Using 3D printers, researchers have created a metamaterial from cubic building blocks that responds to compression forces by a rotation. Usually, this can only be achieved by transmission using a crankshaft, for example. If a force is exerted from above onto a material, the latter deforms in various ways. It may be bulged, compressed, or bent; however, according to the rules of mechanics, it will not rotate.
The researchers designed a filigree cubic structure that reacts to loading by a rotation around its axis. Using computer simulation, a design was developed with the new mechanical property. Calculations revealed that the desired behavior is shown by a complex chiral structure, i.e. a structure that cannot be mapped to its mirror image, similar to the left and the right hand.
The filigree cubes consist of bars and rings that are connected to each other in a certain pattern. The arms that connect the ring structures with the corners of the cube move vertically downwards under load. This movement leads to a rotation of the rings. These rotation movements, in turn, transmit forces to the corners of the horizontal planes of the cube such that the complete structure starts to twist around its axis.

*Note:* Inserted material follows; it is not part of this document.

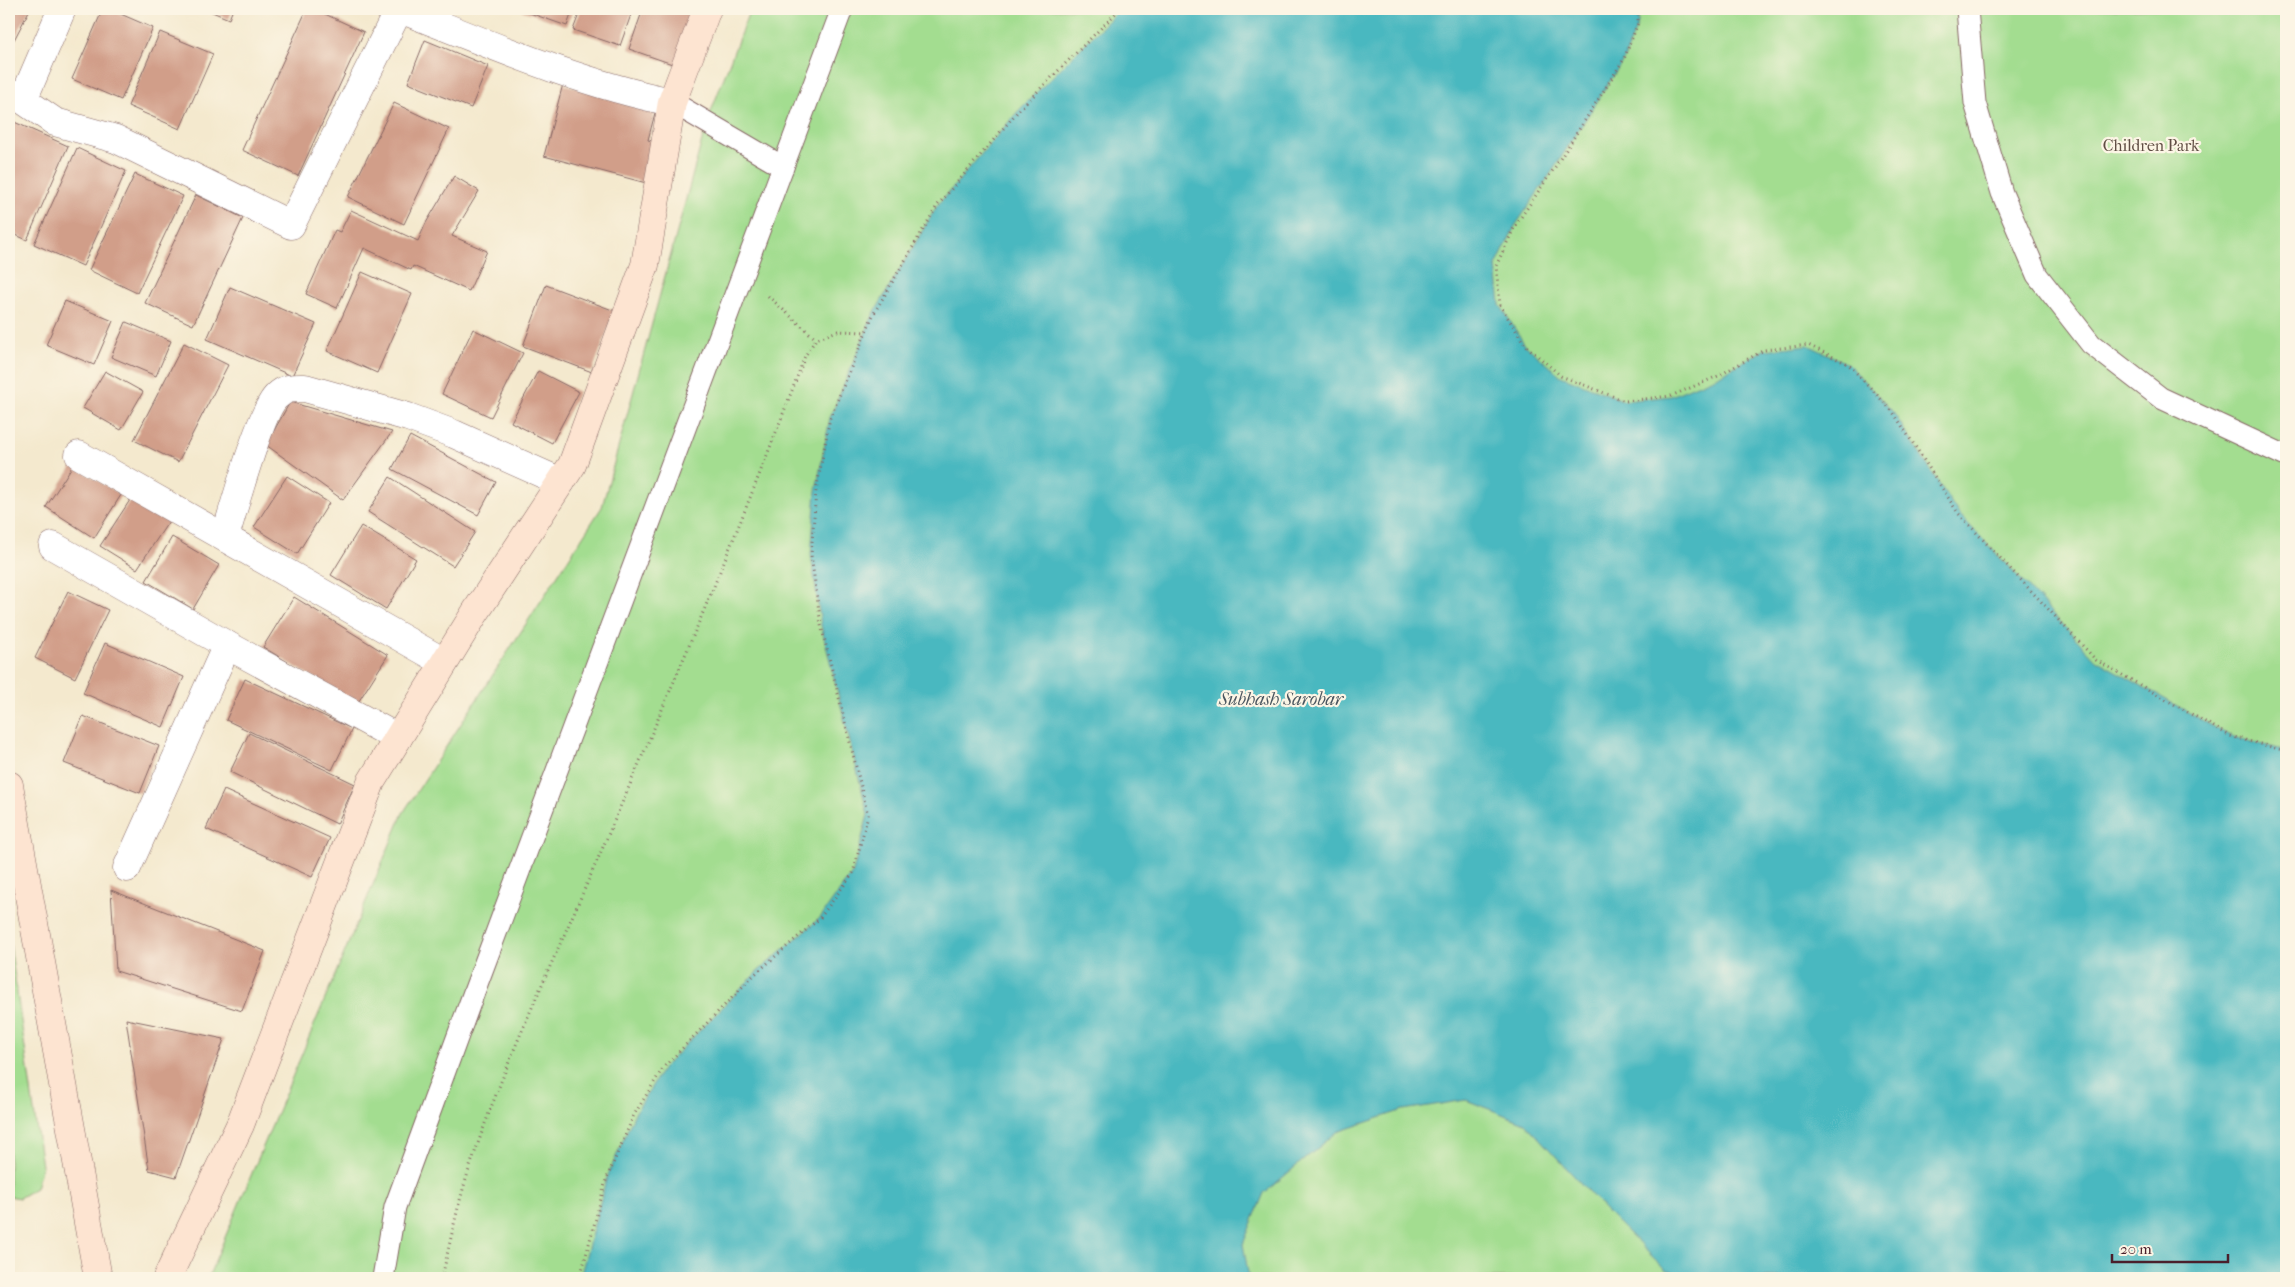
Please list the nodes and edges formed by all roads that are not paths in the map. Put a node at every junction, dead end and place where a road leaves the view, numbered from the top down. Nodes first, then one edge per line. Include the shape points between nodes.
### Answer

Towers of the cubic structures of variable sizes, strengths, and pieces were produced using a 3D microprinting method. The edge length of the cubes ranged from 100 to 500 μm. The researchers built towers of 4 to 500 cubes, and 2 mm height. To check their theory, the team also built towers of achiral cubes, i.e. cubes that can be mapped to their mirror image.
Towers assembled from chiral blocks started to rotate around their axis under the impact of force. A rotation was measured by up to two degrees per percent of deformation. The towers made of achiral cubic structures did not exhibit this rotation. The stiffness of the towers increased with the number of cubes, although the dimensions of the individual components decreased proportionally.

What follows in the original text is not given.